My group encountered only one individual, but the experience of walking the streets of downtown Appleton between 2:00 AM and 5:00 AM was truly enlightening. Our group leader was a young man who works with homeless veterans. When we encountered an elderly gentleman on College Ave., our group leader gently encouraged him to accept the offer of a warm meal back at the Salvation Army office. We gave him a pair of gloves and a blanket while we waited for his transportation to arrive. As we moved on, our leader shared that this was one of the veterans he had helped over the past several years, to the point that the man had transitioned to a stable housing environment about a year ago. But circumstances changed, and that stability didn’t last.

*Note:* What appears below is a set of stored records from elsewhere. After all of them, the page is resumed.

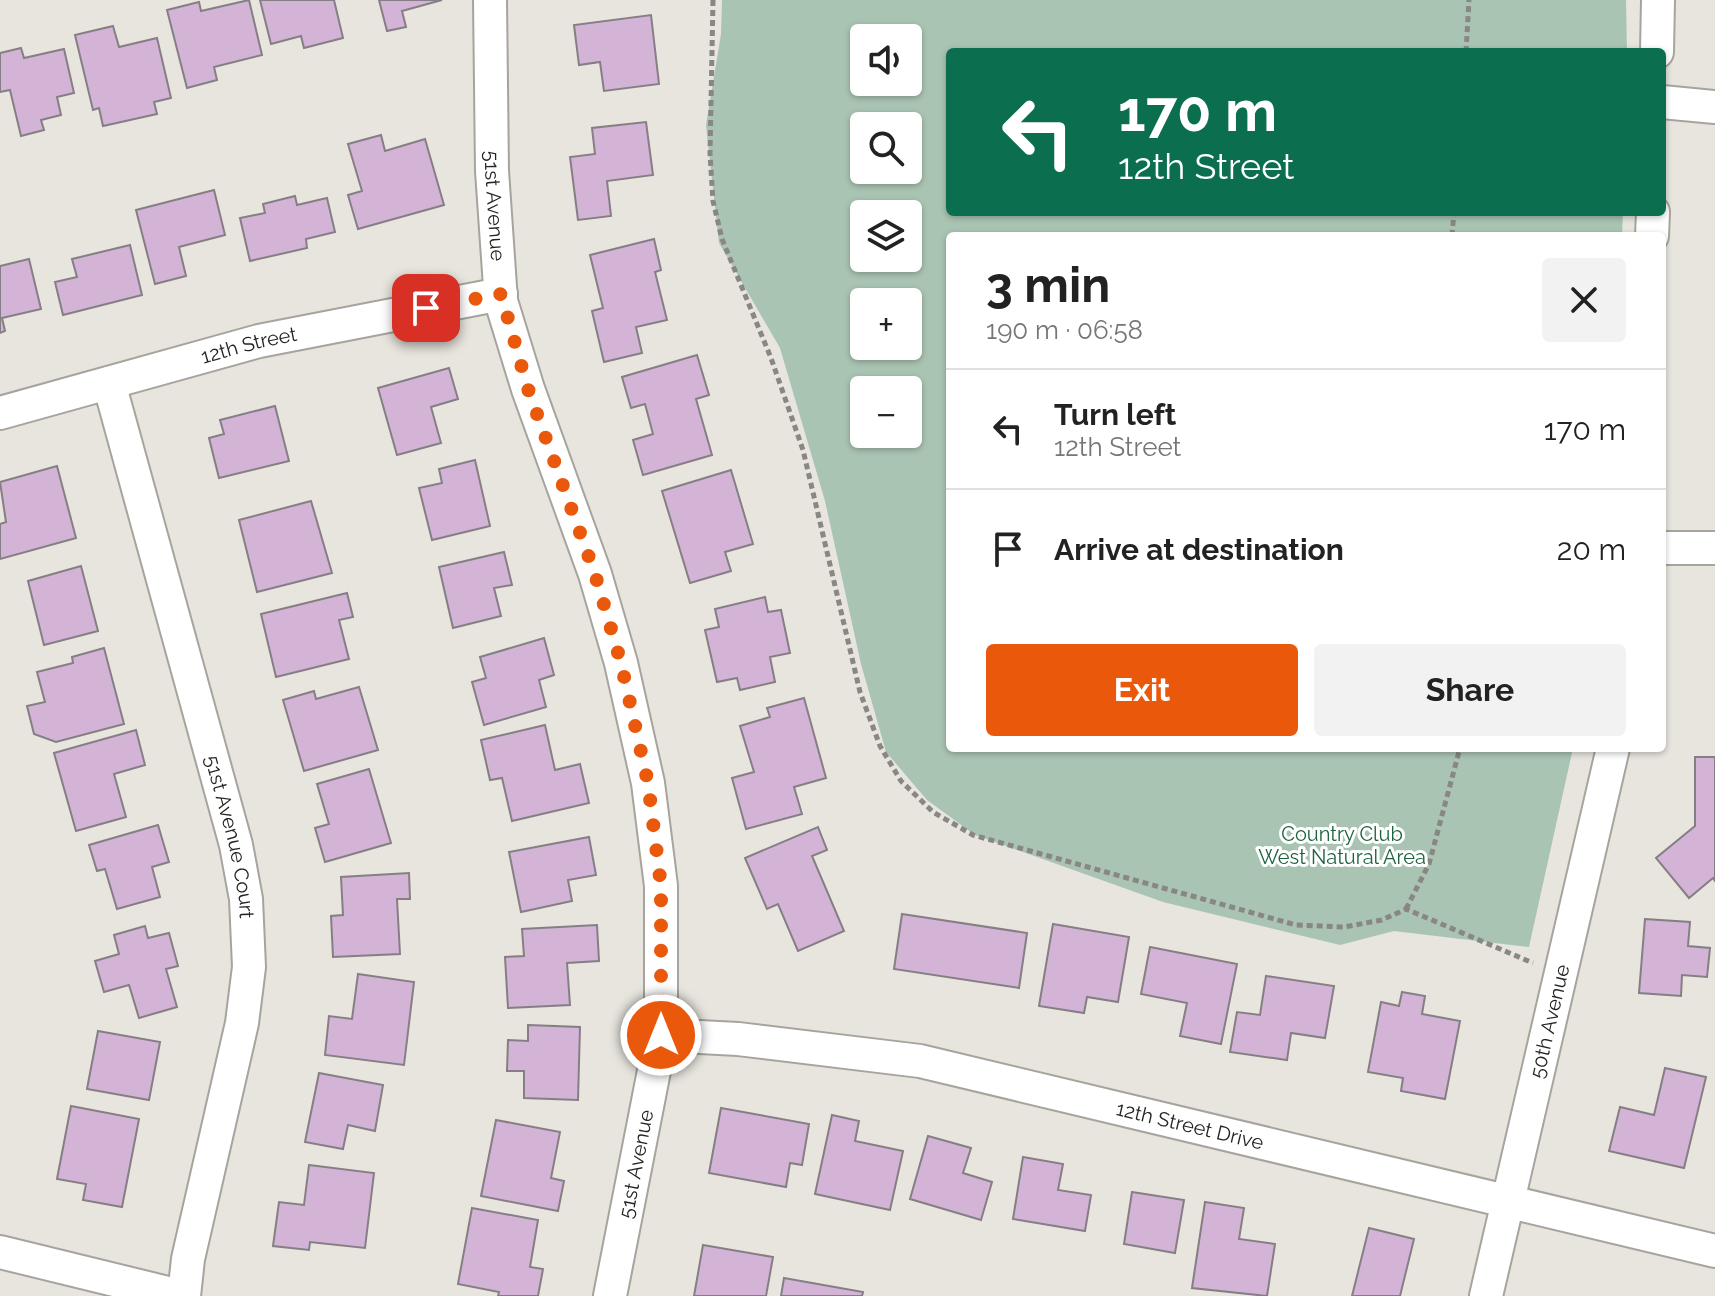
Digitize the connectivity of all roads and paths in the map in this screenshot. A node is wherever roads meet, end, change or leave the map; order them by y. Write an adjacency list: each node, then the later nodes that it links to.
1 (490, 0): 9 (street, 51st Avenue)
2 (713, 0): 16 (path)
3 (1469, 0): 5 (path)
4 (1658, 0): 6 (street)
5 (1466, 48)
6 (1657, 48)
7 (1666, 102): 8 (street)
8 (1715, 107)
9 (501, 294): 10 (street, 12th Street); 18 (street, 51st Avenue)
10 (109, 383): 11 (street, 12th Street); 22 (street, 51st Avenue Court)
11 (0, 413)
12 (1666, 548): 13 (street)
13 (1715, 548)
14 (1459, 752): 16 (path)
15 (1612, 752): 17 (street, 50th Avenue)
16 (1406, 909): 17 (path)
17 (1563, 976): 19 (street, 50th Avenue)
18 (661, 1035): 19 (street, 12th Street Drive); 23 (street, 51st Avenue)
19 (1508, 1201): 20 (street, 12th Street Drive); 24 (street, 50th Avenue)
20 (1715, 1251)
21 (0, 1252): 22 (street)
22 (182, 1296)
23 (610, 1296)
24 (1486, 1296)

What impressed me most was the compassionate care offered without question or judgment by the younger man, and later the conversations I saw unfold with staff from other agencies at the end of our shift. It was clear these staff members from Homeless Connections, Fox Valley Warming Shelter, COTS, Salvation Army, Housing Partnership, etc. really know and care about the individuals they serve. I was reminded in a new way that thinking about those who are homeless as one community, and those who provide resources as one community, is wrong thinking. We are all one community. We have so much to learn from each other.
This week, I had the privilege of serving alongside several First Congo volunteers at the Fox Valley Warming Shelter. The 30+ individuals who came through the line included a few I had seen a week ago. I’m so thankful for those of you who give so much of your time to our community, and the ways you inspire me to think differently and more compassionately and inclusively about this life we all share.